存在RNase污染 向样品中添加对照RNA,以判定在第一链反应体系中是否存在RNase。您可在第一链反应体系中使用RNase抑制剂。
RNA出现多糖共沉淀 采用氯化锂沉淀RNA,以便去除多糖,详见Sambrook等人所述。
靶标mRNA含有较强的转录停顿因子 在第一链合成中,使用随机六聚体引物替代oligo(dT),提高温度,使用靠近靶标cDNA 3′末端的PCR引物。
PCR使用的第一链产物过少 在50 mL PCR反应之中,至多可使用10%的第一链反应产物
第一链合成时使用了基因特异性引物 可以试试其他的基因特异性引物,或者改用 oligo(dT)。请确保GSP为反义序列。
存在反转录酶抑制剂 可在第一链反应之前,通过对mRNA进行乙醇沉淀来去除抑制剂。可以使用70%(体积比)乙醇洗涤mRNA沉淀。注:反转录酶抑制剂包括SDS、EDAT、胍盐、甲酰胺、焦磷酸钠和亚精胺。
RNA已降解 确认使用高质量和完整的RNA。
退火温度过高 视必要降低温度和/或使用降落PCR。

Please see the following causes and suggestions:

原因 建议
基因组DNA污染或者存在未知的剪切体 采用扩增级DNase I(货号18068015)预处理RNA。设计退火到内含子两侧的外显子序列的引物,或者退火到mRNA的外显子/外显子边界处的序列的引物,以便区分扩增的cDNA和潜在的污染物基因组DNA。如需检测产物是否来自于DNA,设置一组不进行反转录的RNA对照组进行PCR。
引物非特异性退火 改变PCR的退火条件。使用热启动PCR聚合酶。针对各种模板和引物组合优化镁离子浓度。
引物形成二聚体 设计3′ 端不含互补序列的引物。

cDNA得率低可能由不同的原因造成。以下列出了几条:

  • mRNA质量不佳:在变性凝胶上对总RNA进行观察,以确认28S和18S条带是否清晰明亮。OD 260:280比率应为1.7。
  • RNase污染造成模板降解:保持无菌条件。
  • 可能存在SuperScript II反转录酶的抑制剂:在第一链反应之前,通过对mRNA进行乙醇沉淀来去除抑制剂。加入70%(体积比)乙醇对mRNA沉淀进行洗涤的步骤。
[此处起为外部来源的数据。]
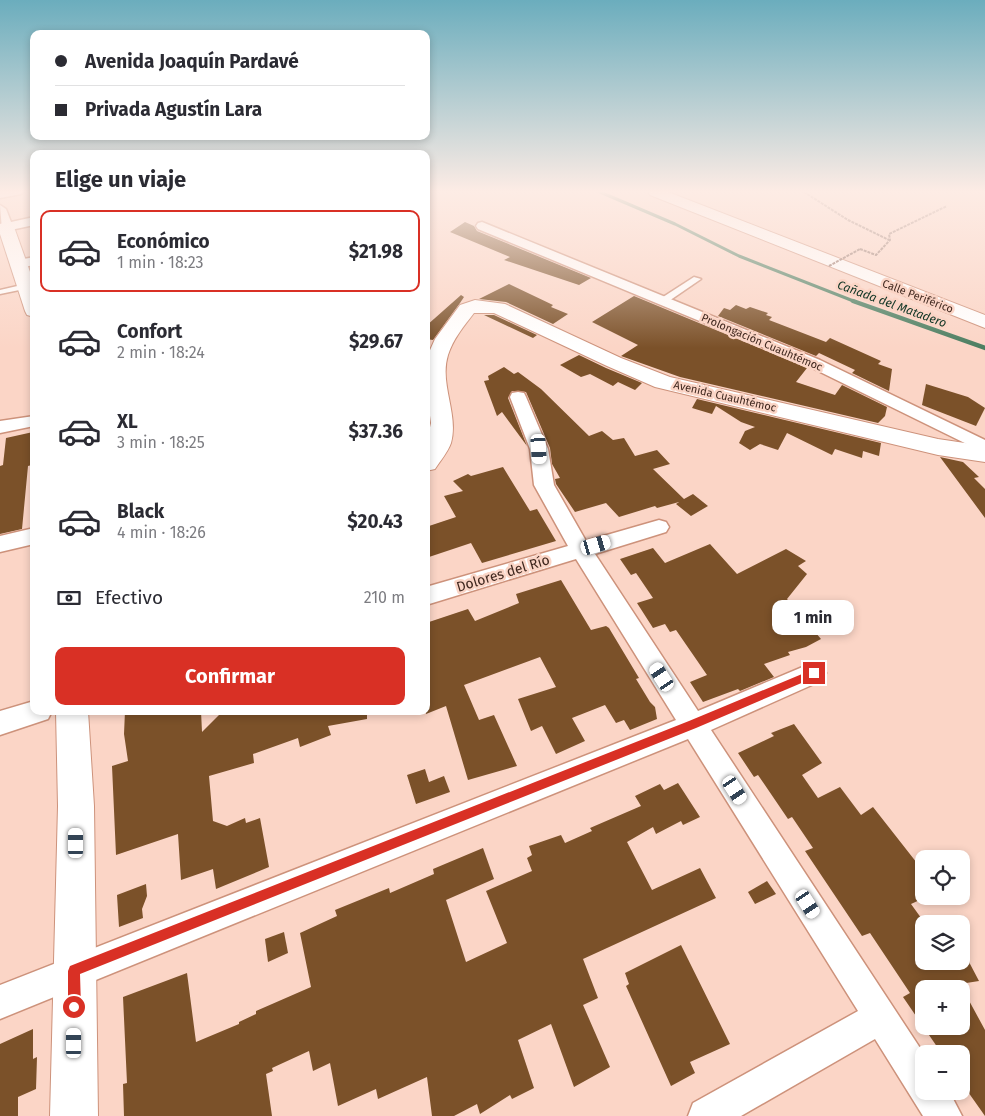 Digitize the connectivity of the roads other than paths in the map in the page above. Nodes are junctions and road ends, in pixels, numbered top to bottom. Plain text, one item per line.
1 (14, 244) edge
2 (526, 244) edge
3 (787, 244) edge
4 (814, 244) edge
5 (27, 263) edge
6 (697, 279) dead end
7 (26, 286) junction
8 (0, 292) edge
9 (30, 298) edge
10 (663, 301) junction
11 (985, 309) edge
12 (985, 322) edge
13 (518, 397) dead end
14 (30, 422) edge
15 (0, 428) edge
16 (985, 447) edge
17 (985, 454) edge
18 (430, 457) edge
19 (659, 526) dead end
20 (30, 537) edge
21 (0, 544) edge
22 (581, 550) junction
23 (430, 595) edge
24 (814, 673) dead end
25 (30, 714) edge
26 (72, 715) edge
27 (0, 723) edge
28 (693, 724) junction
29 (74, 971) junction
30 (0, 1002) edge
31 (881, 1018) junction
32 (915, 1070) edge
33 (934, 1100) edge
34 (74, 1116) edge
35 (706, 1116) edge
36 (944, 1116) edge

1 - 5 main road
2 - 10 street, Prolongación Cuauhtémoc
3 - 12 main road, Calle Periférico
4 - 11 main road, Calle Periférico
5 - 7 main road
6 - 10 lane
7 - 8 lane
7 - 9 main road
10 - 16 street, Prolongación Cuauhtémoc
13 - 22 street
14 - 15 street
17 - 18 main road, Avenida Cuauhtémoc
19 - 22 street, Dolores del Río
20 - 21 street
22 - 23 street, Dolores del Río
22 - 28 street
24 - 28 street
25 - 27 street
26 - 29 main road
28 - 29 street
28 - 31 street
29 - 30 street
29 - 34 main road
31 - 32 street
31 - 35 street
33 - 36 street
若需验证是否存在反转录酶抑制剂,可以在反应体系中加入1 μg的对照RNA比较第一链cDNA合成的得率。
  • RNA产物可能与多糖共沉淀:采用氯化锂沉淀RNA,纯化RNA。
  • 高估了mRNA的浓度:如有可能,测定A260,对mRNA浓度进行定量分析。
  • 如果使用32P同位素,其可能放置的时间太久:请使用时间不超过2周的同位素。
  • 酶的量不足:针对每μg RNA推荐使用200 U的SuperScript II反转录酶。
  • SuperScript II反转录酶的活性因反应温度不当而降低:请在37°C至50°C条件下进行第一链反应。
  • 第一链反应体系中未添加了DTT。
  • TCA沉淀操作不当 :在浸入液闪剂之前充分干燥GF/C滤网。
  • SuperScript II反转录酶存储不当。请在-20°C条件下储存,请勿在-70°C条件下储存。
  • 反应体积过大:反应应在小于或等于50 μL的体积下进行。

我们分析的原因和建议如下:

  • 第一链合成产物浓度过低:起始RNA的质量过低,反应体积过大,且/或引物浓度过低或引物未针对RNA正确退火。
  • 第二链合成产物浓度过低:未加入RNAse H,或者在进行第二链反应时进行了不当稀释。
  • 克隆数量过少:最可能是接头连接/磷酸化时出现问题;请使用phiX Hae III片段作为对照;为其连接接头并进行磷酸化处理,以判定这一环节是否存在问题。

RACE

我们分析的原因和建议如下:

  • 检查HeLa对照RNA:RNA降解或者 PCR或反转录反应失败都可能造成无RACE PCR 产物。
  • 您的基因丰度可能过低:请增加PCR循环的数目或者进行巢式PCR。
  • 您的基因未在这一组织中表达:通过两种GSP进行扩增,以便分析您的基因的cDNA是否存在。
  • 反转录反应未能生成您的基因的cDNA:采用随机引物或GSP(在尽可能靠近5’端的位置杂交)进行反转录反应;此外,您还可将随机引物和GeneRacer Oligo dT引物联用,以增加获得全长cDNA的几率。
  • cDNA模板对于PCR反应属于困难模板:优化PCR反应参数和/或反应缓冲液;降低退火温度;在PCR反应中使用5-10% DMSO以帮助扩增GC含量高的区域;尝试高持续合成能力、高保真度的PCR反应酶。
  • 在PCR反应后观测不到条带:试试其它退火温度。
  • RNA质量:在开始实验前,在琼脂糖凝胶上分析您的RNA样品。

形成RACE PCR假象或者非特异性的PCR条带的原因可能有如下几条:

  • GSP与其它cDNA非特异性结合,从而造成非相关的产物和所需的产物一同扩增。
  • GeneRacer引物与cDNA非特异性结合,从而形成了两端带有GeneRacer引物序列的PCR产物。
  • RNA降解。
  • PCR管或试剂被污染。

:假象可能由于未处在最佳的PCR反应条件造成,此类情况可通过阴性对照PCR鉴定出来。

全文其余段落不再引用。